这间坐落于市中心的高档酒吧可说是富家子弟消遣享乐的首选之地,在高楼林立,车水马龙的中心城区,占着最繁华的地段,以纸醉金迷的喧嚣粉饰虚伪的歌舞升平,掩盖了藏在人心深处最真实的欲/望。

暮下映得视线恍惚的霓虹灯彻夜不熄,仿佛在夜色中被镀了层富丽堂皇的金身,在这里随便嗅一口夹杂PM2.5的空气,都透着一股钞票的贵气,哪怕外边是天寒地冻滴水成冰,盛装打扮的美女都能露着大腿,走出戛纳红毯的意思。

雁息是一座历史悠久的古城,早年政府大力支持在城市原有基础上开发旅游业,充分利用得天独厚的优势,成功带动了经济发展,周边东西南北四个大区都保持了古色古香的传统建筑风格,比北京城的四合院、老胡同更有历史沉淀的浓厚韵味。

这样一座金碧辉煌的销金窟立在这里,还真是违和。

缩在揽胜里的姜惩翘着二郎腿,懒洋洋地一抬胳膊,露出了他珍藏已久,却没什么机会戴上的绿水鬼,指针正好在他低头时跳了字,晚八点整。

此时主驾驶位的车窗被人扣响,姜惩想也不想便开门下车,径自绕半圈到后座,拉门坐了进去。

这次秦数是特意照顾了姜惩这个肉眼可见,病情日渐恶化的重度强迫症患者,人早来了一会,为耗到整点,硬是在外面冻了五分钟,鼻涕都快流进了嘴里。

姜惩一边拍着西装上的褶皱,一边把纸抽递了过去,秦数道了声谢,单手拽了一张,按着他被冻得丧失了知觉与味觉的鼻尖,将僵冷的左手放在空调出风口上暖着。

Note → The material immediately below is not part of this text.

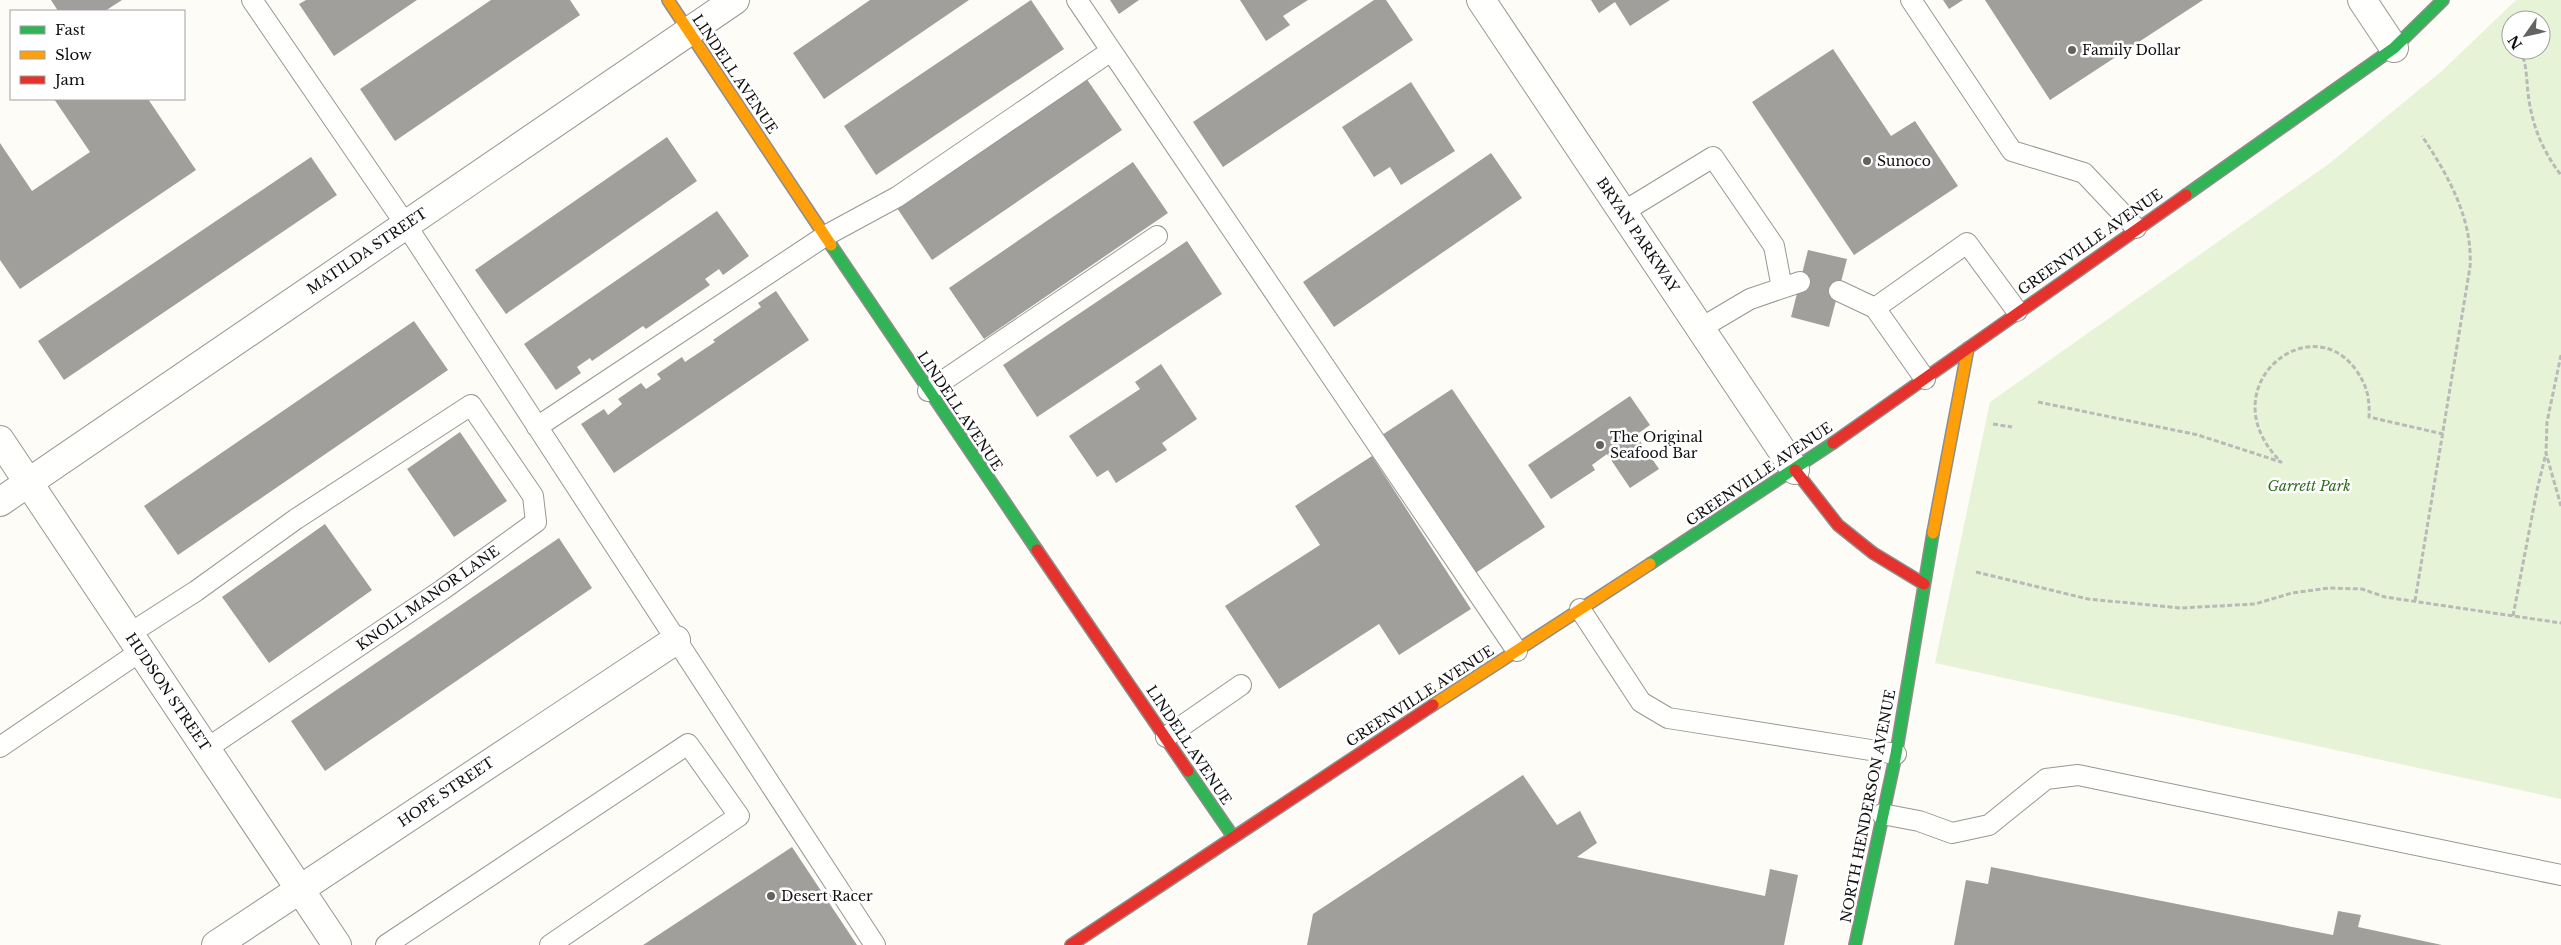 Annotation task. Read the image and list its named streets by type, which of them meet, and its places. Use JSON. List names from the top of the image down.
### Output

“老秦,”姜惩摆弄着手机,头也不抬地叫了他一声,“我这病真就那么严重吗?”

秦数想了想,煞有介事地点点头,“可不嘛,营销号都说是心理癌症,和抑郁症、焦虑症,还有精神病一同列入了四大精神障碍,得了就没得治,绝症。”

“你少在相亲相爱一家人的群里涨知识了,我还没神经质到你早到一秒钟都要让你滚出去重进的地步。”

“知道了知道了,您姜大少爷不是强迫症,只是处女座,处、女……”

姜惩抄起纸巾盒朝秦数扔了过去,后者嘻嘻哈哈地接了,回头时余光正好瞥见那人的手机屏幕停留在微信的聊天界面,他放大细看的正是自己一小时前发给他的灰白一寸照。

照片看起来已经有些年头了,分辨率不高,人的五官看起来有些模糊,横在画面正中的是一道过于惹眼的陈旧折痕,贯穿了人物的整张脸,视觉的误差让人下意识觉着这是一张普通到连特征都很难形容的路人脸。

“我今天可是调休。”姜惩说道,“小网站都打开了,咱们秦大科长一句话,就把我从被窝里给拎了出来,大冷的天跟你到这种地方鬼混,你是真嫌我太闲啊。”

秦数再次回头望了一眼西装革履,被金边眼镜衬出了一身斯文败类气质的姜惩,真想不到一个小时以前视频打通的时候,这人连衣服都没穿,只在腰间围了条浴巾,湿漉漉的头发还在往下滴水,捧着自热火锅在看《重案六组》。

当然,更想不到的是这会用两条腿走路的四脚畜/生居然会是雁息市局刑侦支队的副支队长。

念在这次是他有求于人,嘴短手也短,秦数硬是把一句难听的咽了回去,“那咱们姜副今儿个原本打算临幸哪位老师?波/多/野,还是苍/井/空?”

“你懂个屁,肤浅,当然是泷泽老师!”言归正传,打扮得人模狗样的姜惩指尖一弹屏幕,沉下脸来,“我可是看在私交才过来帮忙的,你最好给出一个能让我心服口服的借口。”

“秘密~”秦数这个老不要脸的还没说完,就听“咔嗒”一声脆响,紧接着手腕一凉,怔怔盯着那突然扣在自己身上的手铐足有三秒,终于嚎了起来,“不是吧姜副!用得着做这么绝吗!”

“旺财,再废话今晚上可就没狗粮了,想好了?”

秦数这次是耗了人情才把姜惩拉出来帮忙,心里有些过意不去,收敛笑容,正色道:“姜副,你有没有觉得照片上的人有些眼熟?”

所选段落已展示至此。